Maine’s residents had a state and local tax burden of 10.3% in 2010, up from 10.1% in 2009. The tax burden may continue to get worse for some residents. The Maine Center for Economic Policy believes that lower-income residents will soon see higher property tax bills, since the legislature cut payments to municipalities at the same time as it cut income, pension and estate taxes. The Center argues this will primarily benefit the wealthy. In the fiscal year 2010, Maine collected $1,655 per capita in property taxes, which comes to 4.53% of the average resident’s income. This is the sixth-highest rate in the country.

Also Read: States with the Most Student Debt

8. Massachusetts
> Taxes paid by residents as pct. of income: 10.4%
> Total state and local taxes collected: $33.48 billion (10th highest)
> Pct. of total taxes paid by residents: 76.5% (12th highest)
> Pct. of total taxes paid by non-residents: 23.5% (12th lowest)
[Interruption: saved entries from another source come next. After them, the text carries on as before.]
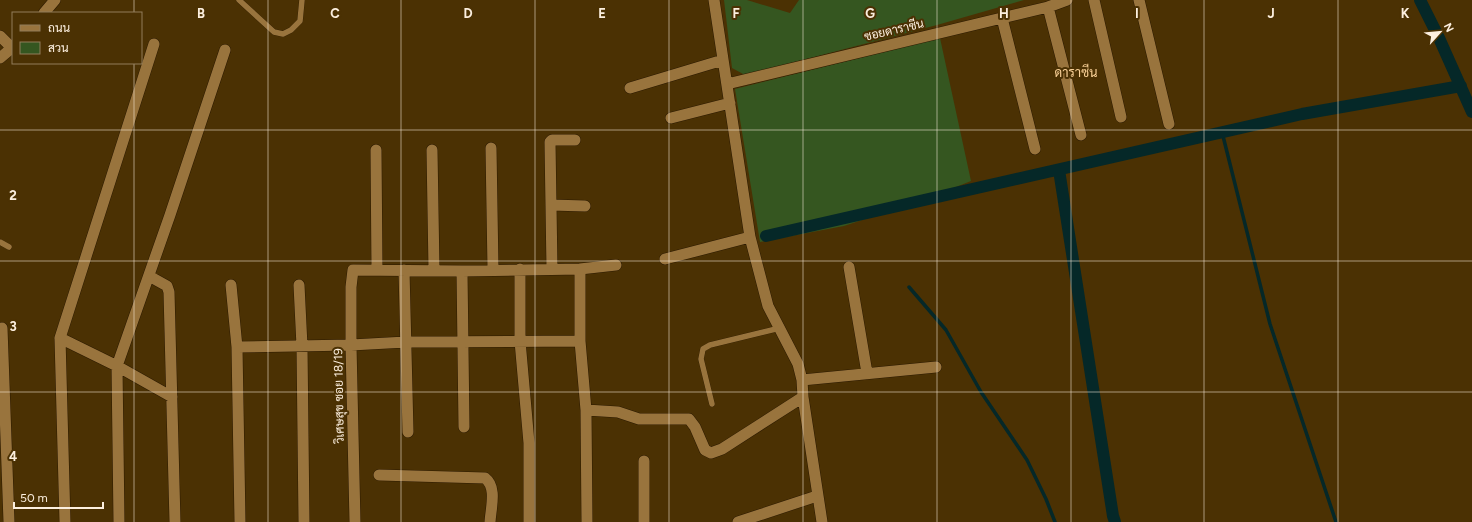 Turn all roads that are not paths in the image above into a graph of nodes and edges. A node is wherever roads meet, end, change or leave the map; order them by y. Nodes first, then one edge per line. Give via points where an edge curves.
1 (55, 0) edge
2 (239, 0) edge
3 (302, 0) edge
4 (714, 0) edge
5 (1067, 0) edge
6 (1094, 0) edge
7 (1139, 0) edge
8 (1048, 7) junction
9 (45, 12) edge
10 (1002, 18) junction
11 (0, 36) edge
12 (154, 44) dead end
13 (12, 47) edge
14 (12, 49) edge
15 (225, 50) dead end
16 (0, 58) edge
17 (723, 60) junction
18 (727, 84) junction
19 (630, 88) dead end
20 (730, 103) junction
21 (1121, 117) dead end
22 (671, 118) dead end
23 (1169, 124) dead end
24 (1081, 135) dead end
25 (575, 140) dead end
26 (491, 148) dead end
27 (1035, 149) dead end
28 (376, 150) dead end
29 (432, 150) dead end
30 (551, 205) junction
31 (585, 206) dead end
32 (750, 238) junction
33 (0, 242) edge
34 (9, 247) dead end
35 (665, 259) dead end
36 (616, 265) dead end
37 (849, 267) dead end
38 (377, 269) junction
39 (493, 269) junction
40 (520, 269) junction
41 (552, 269) junction
42 (580, 269) junction
43 (404, 270) junction
44 (434, 270) junction
45 (462, 270) junction
46 (149, 276) junction
47 (231, 285) dead end
48 (299, 285) dead end
49 (2, 328) dead end
50 (780, 328) junction
51 (60, 338) junction
52 (520, 341) junction
53 (580, 341) junction
54 (406, 342) junction
55 (464, 342) junction
56 (351, 345) junction
57 (302, 346) junction
58 (237, 347) junction
59 (117, 366) junction
60 (936, 367) dead end
61 (867, 373) junction
62 (802, 380) junction
63 (803, 397) junction
64 (172, 398) junction
65 (712, 404) dead end
66 (586, 410) junction
67 (464, 427) dead end
68 (408, 432) dead end
69 (644, 461) dead end
70 (379, 475) dead end
71 (817, 496) junction
72 (9, 522) edge
73 (65, 522) edge
74 (119, 522) edge
75 (175, 522) edge
76 (240, 522) edge
77 (304, 522) edge
78 (355, 522) edge
79 (490, 522) edge
80 (529, 522) edge
81 (587, 522) edge
82 (644, 522) edge
83 (738, 522) edge
84 (822, 522) edge

1 - 9 street
2 - 3 lane via 274,32 283,34 300,21
4 - 17 street
5 - 8 street, ซอยดาราซีน
6 - 21 street
7 - 23 street
8 - 10 street, ซอยดาราซีน
8 - 24 street
10 - 18 street, ซอยดาราซีน
10 - 27 street
11 - 13 street
12 - 51 street
14 - 16 street
15 - 46 street
17 - 18 street
17 - 19 street
18 - 20 street
20 - 22 street
20 - 32 street
25 - 30 street via 550,142
26 - 39 street
28 - 38 street
29 - 44 street
30 - 31 street
30 - 41 street
32 - 35 street
32 - 50 street via 768,306
33 - 34 lane
36 - 42 street
37 - 61 street
38 - 43 street
38 - 56 street, วิเศษสุข ซอย 18/19 via 353,270
39 - 40 street
39 - 45 street
40 - 41 street
40 - 52 street
41 - 42 street
42 - 53 street
43 - 44 street
43 - 54 street
44 - 45 street
45 - 55 street
46 - 59 street
46 - 64 street via 167,286 169,292
47 - 58 street
48 - 57 street
49 - 72 street
50 - 62 street via 798,364
50 - 65 lane via 710,345 704,349 701,359
51 - 59 street
51 - 73 street
52 - 53 street
52 - 55 street
52 - 80 street via 529,443
53 - 66 street
54 - 55 street
54 - 56 street
54 - 68 street
55 - 67 street
56 - 57 street
56 - 78 street, วิเศษสุข ซอย 18/19
57 - 58 street
57 - 77 street
58 - 76 street
59 - 64 street
59 - 74 street
60 - 61 street
61 - 62 street
62 - 63 street
63 - 66 street via 722,449 711,453 706,450 689,419 639,419 618,412
63 - 71 street
64 - 75 street
66 - 81 street
69 - 82 street
70 - 79 street via 484,478 490,481 492,487
71 - 83 street
71 - 84 street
The 10.4% tax burden on Massachusetts residents was up from 10% in 2009. Income per capita fell from $53,029 in 2009 to $51,991 in 2010. Individual income taxes are a major part of the State’s tax burden. Massachusetts collected $1,549 per capita in income taxes from the 2010 tax season, the third-highest amount in the country. Massachusetts’ per capita income was the third highest, behind Connecticut and New Jersey, and the total tax bill per capita of $5,422 was the fourthhighest. Property taxes collected of $1,845 per capita, were the eighth highest of all states.

7. Minnesota
> Taxes paid by residents as pct. of income: 10.8%
> Total state and local taxes collected: $24.36 billion (17th highest)
> Pct. of total taxes paid by residents: 76.7% (11th highest)
> Pct. of total taxes paid by non-residents: 23.3% (11th lowest)

Minnesota residents’ state and local tax burden was 10.8% of income in 2010, up from 10.3% the previous year and 10.0% back in 2005. The state received $4,727 in taxes from both residents and non-residents in 2010, the seventh-highest rate in the U.S. This was up from $4,651 in 2009. The state ranked in the top 10 in both high sales taxes and high individual income taxes. There were three different tax brackets, with the highest bracket of 7.85% on individual income over $77,730 ($137,430 for couples). This was higher than most top tax brackets in the country.

6. Rhode Island
> Taxes paid by residents as pct. of income: 10.9%
> Total state and local taxes collected: $4.81 billion (8th lowest)
> Pct. of total taxes paid by residents: 71.0% (24th highest)
> Pct. of total taxes paid by non-residents: 29.0% (24th lowest)

Rhode Island’s state and local tax burden was close to 11% in the 2010 tax season, as residents paid $4,627 per capita in taxes. More than $1,300 of this was paid by residents to other states where Rhode Islanders bought goods and conducted business–a higher per capita total than most states. Rhode Island’s top personal income tax bracket was 5.99% of income for those earning over $129,900. The state sales tax in Rhode Island was 7%, the second highest in the country, and its cigarette tax of $3.50 a pack was more than all but one other state.